Saved data entries —
=== Begin Enclosure ===
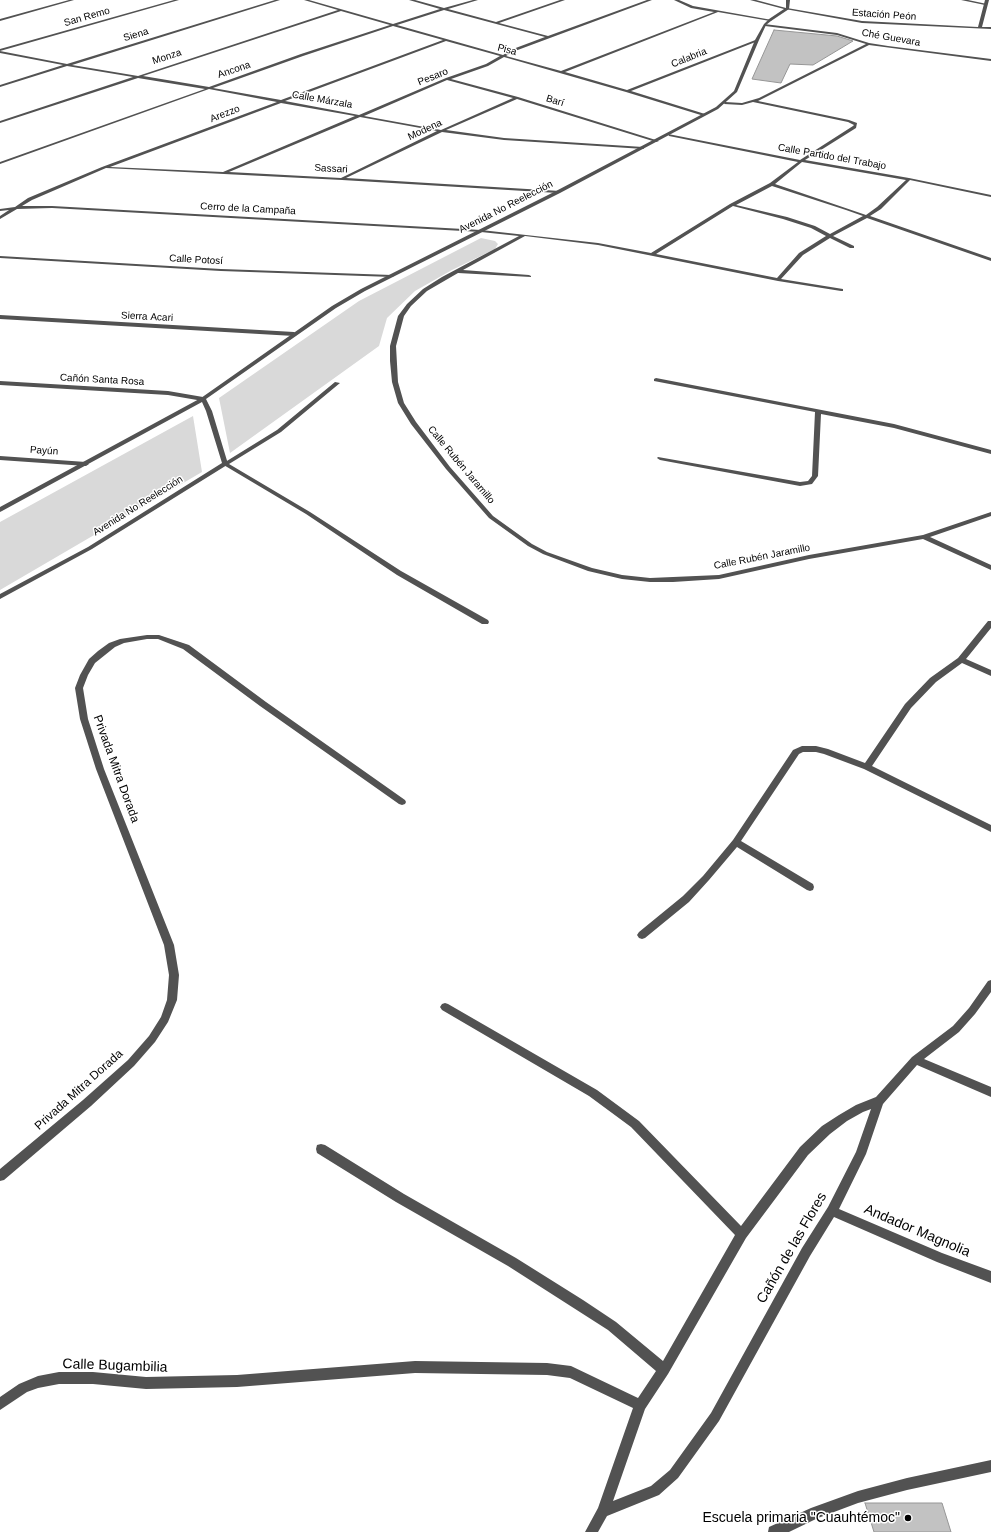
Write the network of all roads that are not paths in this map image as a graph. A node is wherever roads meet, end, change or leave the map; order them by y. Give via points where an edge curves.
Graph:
1 (72, 0) edge
2 (178, 0) edge
3 (278, 0) edge
4 (306, 0) edge
5 (411, 0) edge
6 (476, 0) edge
7 (563, 0) edge
8 (634, 0) edge
9 (650, 0) edge
10 (676, 0) edge
11 (752, 0) edge
12 (788, 0) edge
13 (963, 0) edge
14 (987, 0) edge
15 (643, 2) junction
16 (985, 4) junction
17 (445, 9) junction
18 (788, 9) junction
19 (341, 10) junction
20 (718, 11) junction
21 (0, 20) edge
22 (770, 20) junction
23 (495, 23) junction
24 (765, 25) junction
25 (392, 26) junction
26 (980, 27) junction
27 (991, 28) edge
28 (547, 37) junction
29 (445, 40) junction
30 (756, 40) junction
31 (869, 44) junction
32 (0, 51) edge
33 (502, 57) junction
34 (991, 60) edge
35 (66, 65) junction
36 (562, 72) junction
37 (138, 76) junction
38 (447, 79) junction
39 (0, 86) edge
40 (208, 88) junction
41 (628, 91) junction
42 (517, 98) junction
43 (282, 101) junction
44 (754, 101) junction
45 (725, 103) junction
46 (704, 115) junction
47 (361, 116) junction
48 (0, 122) edge
49 (441, 131) junction
50 (669, 135) junction
51 (657, 140) junction
52 (642, 148) junction
53 (801, 161) junction
54 (0, 164) edge
55 (103, 168) junction
56 (224, 173) junction
57 (342, 179) junction
58 (909, 179) junction
59 (772, 184) junction
60 (558, 192) junction
61 (991, 196) edge
62 (732, 205) junction
63 (13, 208) junction
64 (0, 210) edge
65 (867, 216) junction
66 (0, 218) edge
67 (481, 231) junction
68 (524, 235) junction
69 (830, 235) junction
70 (852, 247) dead end
71 (652, 254) junction
72 (0, 257) edge
73 (991, 260) edge
74 (456, 271) junction
75 (392, 276) junction
76 (529, 276) dead end
77 (778, 280) junction
78 (841, 290) dead end
79 (0, 317) edge
80 (294, 334) junction
81 (656, 380) dead end
82 (0, 383) edge
83 (337, 383) dead end
84 (203, 399) junction
85 (818, 412) junction
86 (991, 452) edge
87 (0, 458) edge
88 (660, 458) dead end
89 (86, 464) junction
90 (225, 464) junction
91 (0, 510) edge
92 (991, 514) edge
93 (924, 537) junction
94 (991, 568) edge
95 (0, 597) edge
96 (485, 622) dead end
97 (991, 623) edge
98 (961, 660) junction
99 (991, 673) edge
100 (867, 767) junction
101 (402, 802) dead end
102 (991, 829) edge
103 (736, 842) junction
104 (810, 887) dead end
105 (642, 935) dead end
106 (991, 984) edge
107 (446, 1007) dead end
108 (915, 1060) junction
109 (991, 1092) edge
110 (879, 1101) junction
111 (320, 1149) dead end
112 (0, 1176) edge
113 (832, 1212) junction
114 (742, 1234) junction
115 (991, 1277) edge
116 (664, 1370) junction
117 (0, 1404) edge
118 (640, 1405) junction
119 (991, 1466) edge
120 (603, 1511) junction
121 (590, 1532) edge
122 (774, 1532) edge

1 - 21 street
2 - 32 street, San Remo
3 - 35 street, Siena
4 - 19 street, Pisa
5 - 17 street
6 - 17 street, Ancona
7 - 23 street
8 - 15 street
9 - 15 street, Pesaro
10 - 20 street via 692,7
11 - 18 street
12 - 18 street
13 - 16 street
14 - 16 street
15 - 28 street, Pesaro
16 - 26 street
17 - 23 street
17 - 25 street, Ancona
18 - 22 street, Avenida No Reelección
18 - 26 street, Estación Peón via 862,22
19 - 25 street, Pisa
19 - 37 street, Monza
20 - 22 street
20 - 36 street
22 - 24 street, Avenida No Reelección
23 - 28 street
24 - 30 street, Avenida No Reelección
24 - 31 street, Ché Guevara via 837,34
25 - 29 street, Pisa
25 - 40 street, Ancona
26 - 27 street, Estación Peón
28 - 33 street, Pesaro
29 - 33 street, Pisa
29 - 43 street, Arezzo
30 - 41 street, Calabria
30 - 45 street, Avenida No Reelección via 739,85
31 - 34 street, Ché Guevara
31 - 44 street
32 - 35 street, Calle Márzala
33 - 36 street, Pisa
33 - 38 street, Pesaro
35 - 37 street, Calle Márzala
35 - 39 street, Siena
36 - 41 street, Pisa
37 - 40 street, Calle Márzala
37 - 48 street, Monza
38 - 42 street, Barí
38 - 47 street, Pesaro
40 - 43 street, Calle Márzala
40 - 54 street, Ancona
41 - 46 street, Pisa
42 - 49 street, Modena
42 - 51 street, Barí
43 - 47 street, Calle Márzala
43 - 55 street, Arezzo
44 - 45 street via 742,104
44 - 53 street via 856,124
45 - 46 street, Avenida No Reelección
46 - 50 street, Avenida No Reelección
47 - 49 street, Calle Márzala
47 - 56 street, Pesaro
49 - 52 street, Calle Márzala via 504,139
49 - 57 street, Modena
50 - 51 street, Avenida No Reelección
50 - 53 street, Calle Partido del Trabajo
51 - 52 street, Avenida No Reelección
52 - 60 street, Avenida No Reelección
53 - 58 street, Calle Partido del Trabajo
53 - 59 street
55 - 56 street, Sassari
55 - 63 street, Arezzo
56 - 57 street, Sassari
57 - 60 street, Sassari
58 - 61 street, Calle Partido del Trabajo
58 - 65 street
59 - 62 street
59 - 65 street
60 - 67 street, Avenida No Reelección
62 - 69 street via 785,218
62 - 71 street
63 - 64 street
63 - 66 street
63 - 67 street, Cerro de la Campaña via 52,207
65 - 69 street
65 - 73 street
67 - 68 street
67 - 75 street, Avenida No Reelección
68 - 71 street via 573,240
68 - 74 street, Calle Rubén Jaramillo
69 - 70 street
69 - 77 street via 801,254
71 - 77 street
72 - 75 street, Calle Potosí via 221,270
74 - 76 street
74 - 93 street, Calle Rubén Jaramillo via 425,290 409,304 402,316 393,346 395,382 401,403 413,423 448,468 491,517 530,545 575,566 606,574 673,580 719,576
75 - 80 street, Avenida No Reelección via 334,307
77 - 78 street
79 - 80 street, Sierra Acari
80 - 84 street, Avenida No Reelección
81 - 85 street
82 - 84 street, Cañón Santa Rosa via 168,392
83 - 90 street, Avenida No Reelección via 279,431
84 - 89 street, Avenida No Reelección
84 - 90 street
85 - 86 street via 901,428
85 - 88 street via 815,476 810,483 800,484
87 - 89 street, Payún
89 - 91 street, Avenida No Reelección
90 - 95 street, Avenida No Reelección via 90,548
90 - 96 street via 308,513 399,573
92 - 93 street, Calle Rubén Jaramillo
93 - 94 street
97 - 98 street
98 - 99 street
98 - 100 street via 933,680 908,706
100 - 102 street
100 - 103 street via 816,749 802,749 796,752
101 - 112 street, Privada Mitra Dorada via 186,647 159,637 147,637 112,645 92,661 79,688 84,719 100,769 169,945 174,975 172,1000 165,1019 152,1039 131,1063
103 - 104 street
103 - 105 street via 686,899
106 - 108 street, Cañón de las Flores via 956,1029
107 - 114 street via 593,1093 635,1124
108 - 109 street
108 - 110 street, Cañón de las Flores
110 - 113 street, Cañón de las Flores via 861,1154
110 - 114 street via 843,1118 804,1151
111 - 116 street via 579,1304 612,1326
113 - 115 street, Andador Magnolia
113 - 120 street, Cañón de las Flores via 806,1252 715,1417 674,1474 655,1491
114 - 116 street
116 - 118 street
117 - 118 street, Calle Bugambilia via 23,1388 60,1378 146,1383 237,1381 415,1368 547,1369 571,1372
118 - 120 street
119 - 122 street via 922,1480 858,1497
120 - 121 street

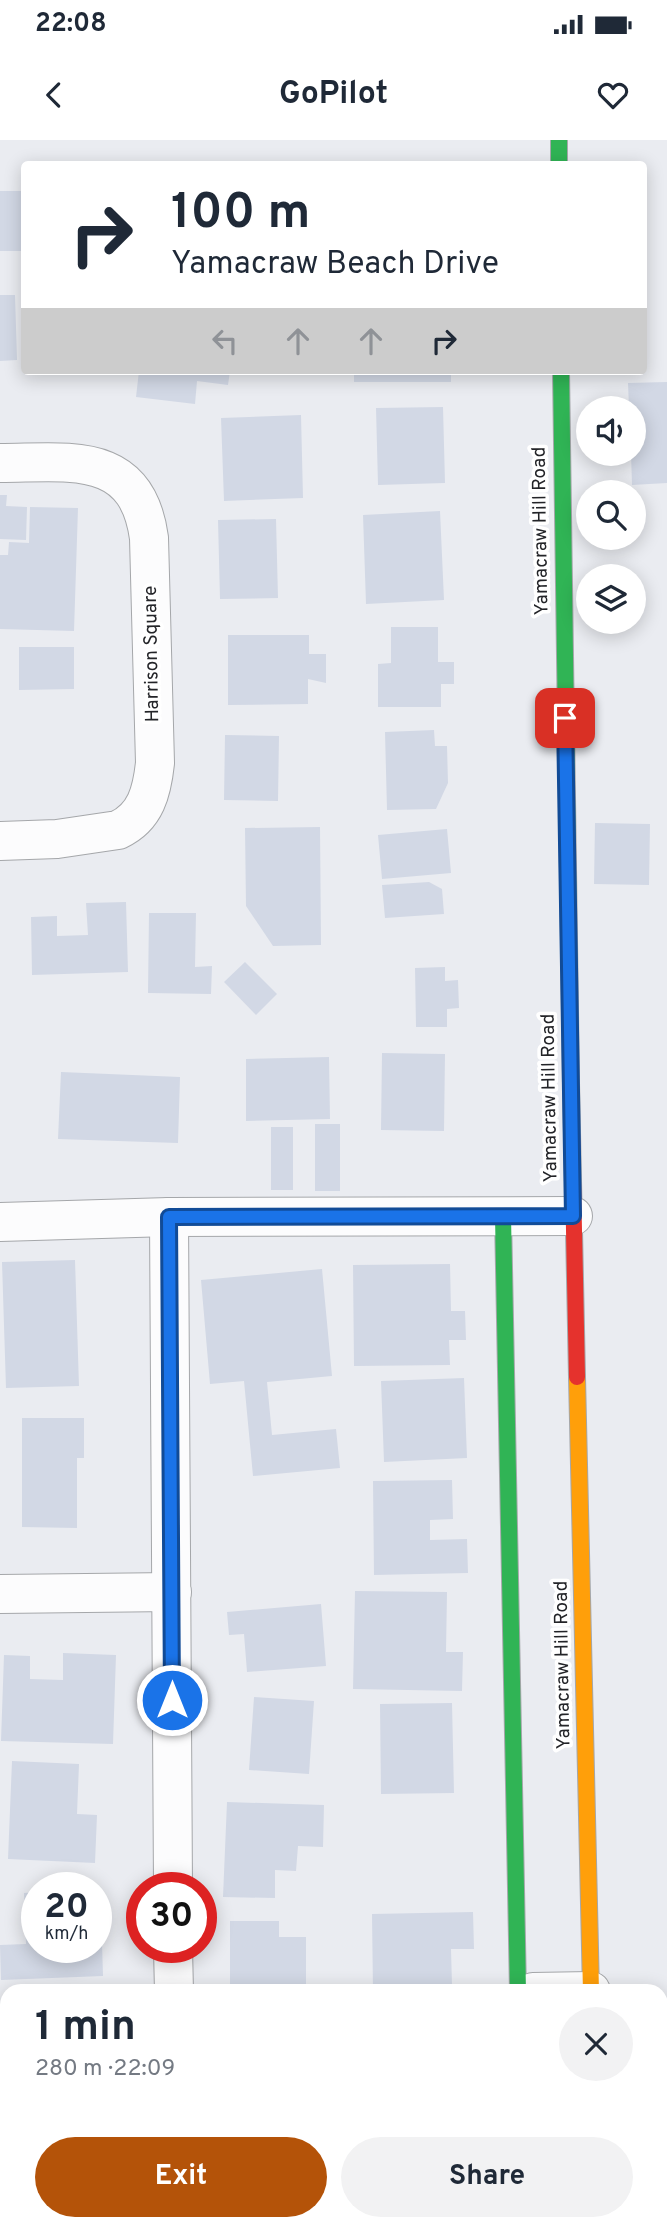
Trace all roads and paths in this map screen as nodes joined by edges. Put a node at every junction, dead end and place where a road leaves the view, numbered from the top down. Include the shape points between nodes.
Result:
1 (559, 140) edge
2 (559, 161) edge
3 (561, 375) edge
4 (0, 463) edge
5 (0, 841) edge
6 (503, 1216) junction
7 (573, 1216) junction
8 (169, 1217) junction
9 (0, 1222) edge
10 (172, 1592) junction
11 (0, 1594) edge
12 (173, 1872) edge
13 (173, 1963) edge
14 (174, 1984) edge
15 (518, 1984) edge
16 (591, 1984) edge

1 - 2 main road
3 - 7 main road, Yamacraw Hill Road
4 - 5 street, Harrison Square via 96,466 116,475 138,498 149,538 155,762 148,798 126,826 57,839
6 - 7 street
6 - 8 street
6 - 15 main road
7 - 16 main road, Yamacraw Hill Road
8 - 9 street
8 - 10 street
10 - 11 street
10 - 12 street
13 - 14 street

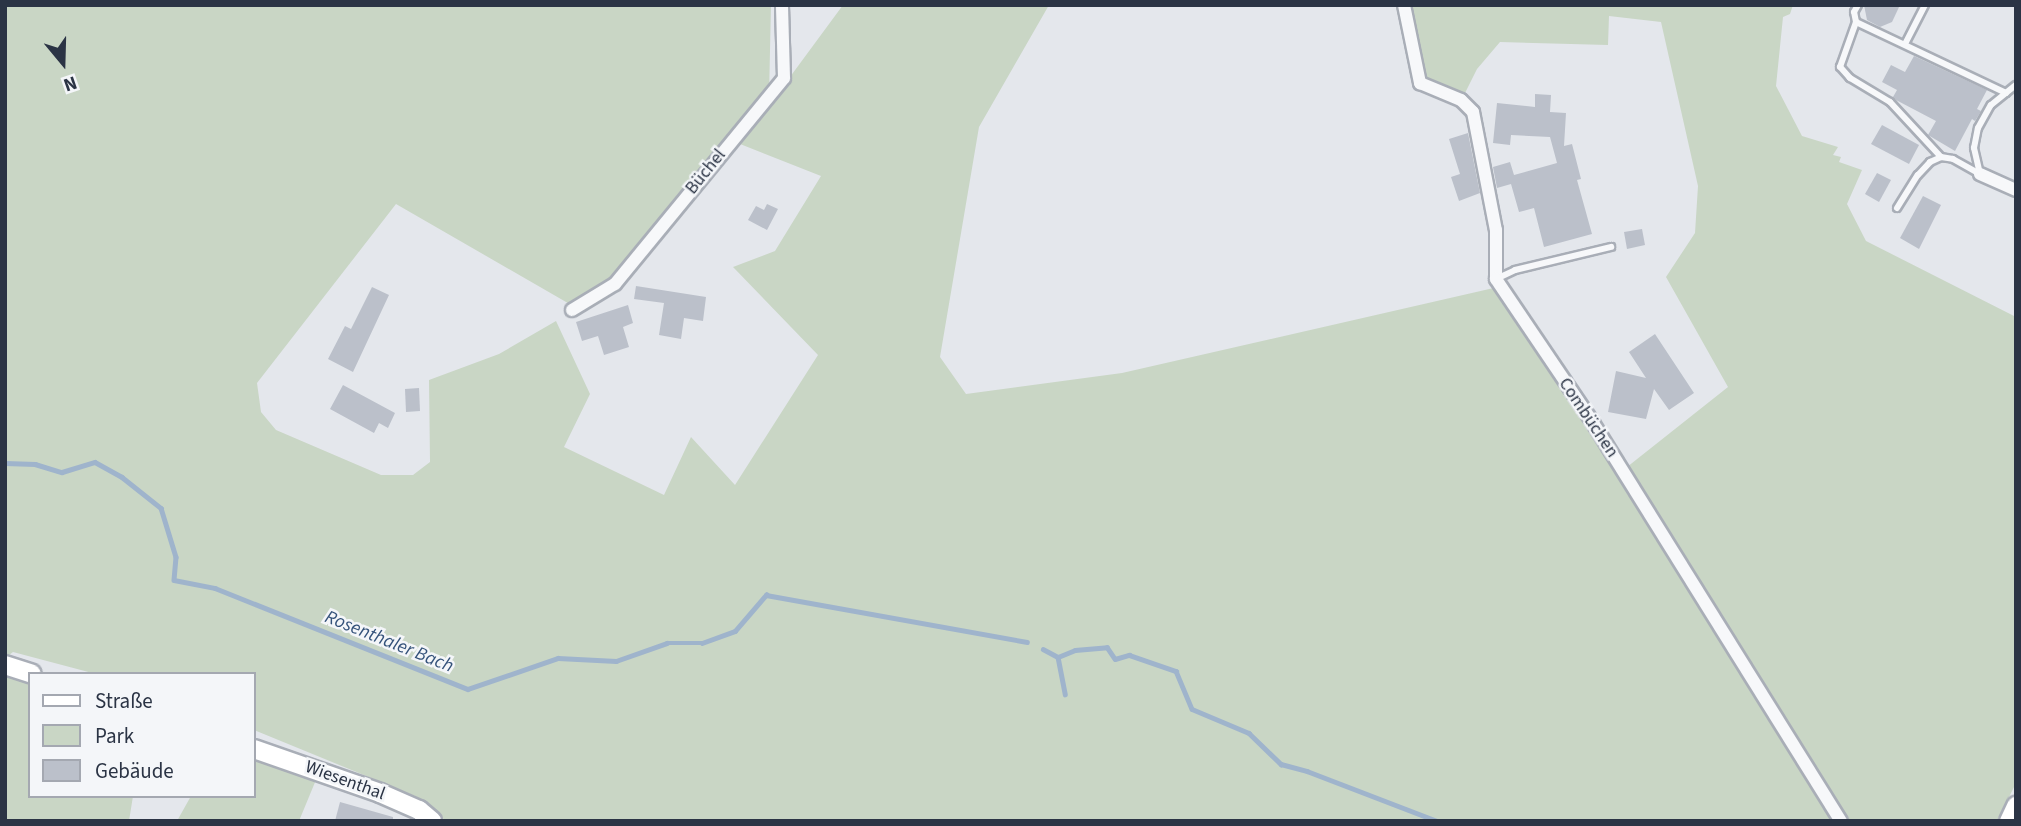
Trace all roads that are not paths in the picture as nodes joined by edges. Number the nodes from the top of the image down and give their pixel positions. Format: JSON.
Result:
{"nodes":[{"id":1,"x":782,"y":5,"type":"edge"},
{"id":2,"x":1404,"y":5,"type":"edge"},
{"id":3,"x":1858,"y":5,"type":"edge"},
{"id":4,"x":1926,"y":5,"type":"edge"},
{"id":5,"x":1856,"y":22,"type":"junction"},
{"id":6,"x":1905,"y":44,"type":"junction"},
{"id":7,"x":2016,"y":85,"type":"edge"},
{"id":8,"x":2006,"y":93,"type":"junction"},
{"id":9,"x":1941,"y":157,"type":"junction"},
{"id":10,"x":1980,"y":174,"type":"junction"},
{"id":11,"x":2016,"y":190,"type":"edge"},
{"id":12,"x":1897,"y":208,"type":"dead end"},
{"id":13,"x":1611,"y":247,"type":"dead end"},
{"id":14,"x":1496,"y":279,"type":"junction"},
{"id":15,"x":572,"y":310,"type":"dead end"},
{"id":16,"x":5,"y":665,"type":"edge"},
{"id":17,"x":28,"y":673,"type":"edge"},
{"id":18,"x":256,"y":750,"type":"edge"},
{"id":19,"x":2016,"y":806,"type":"edge"},
{"id":20,"x":432,"y":821,"type":"edge"},
{"id":21,"x":1841,"y":821,"type":"edge"},
{"id":22,"x":2009,"y":821,"type":"edge"}],
"edges":[{"from":1,"to":15,"type":"street","name":"Büchel"},
{"from":2,"to":14,"type":"street"},
{"from":3,"to":5,"type":"lane"},
{"from":4,"to":6,"type":"lane"},
{"from":5,"to":6,"type":"lane"},
{"from":5,"to":9,"type":"lane"},
{"from":6,"to":8,"type":"lane"},
{"from":7,"to":8,"type":"lane"},
{"from":8,"to":10,"type":"lane"},
{"from":9,"to":10,"type":"lane"},
{"from":9,"to":12,"type":"lane"},
{"from":10,"to":11,"type":"street"},
{"from":13,"to":14,"type":"lane"},
{"from":14,"to":21,"type":"street","name":"Combüchen"},
{"from":16,"to":17,"type":"street"},
{"from":18,"to":20,"type":"street","name":"Wiesenthal"},
{"from":19,"to":22,"type":"main road"}]}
=== End Enclosure ===
TASK DESCRIPTION — Across all the entries, count the lines that contain "nodes", and state nothing but the total.

SOLVED PROBLEM — 3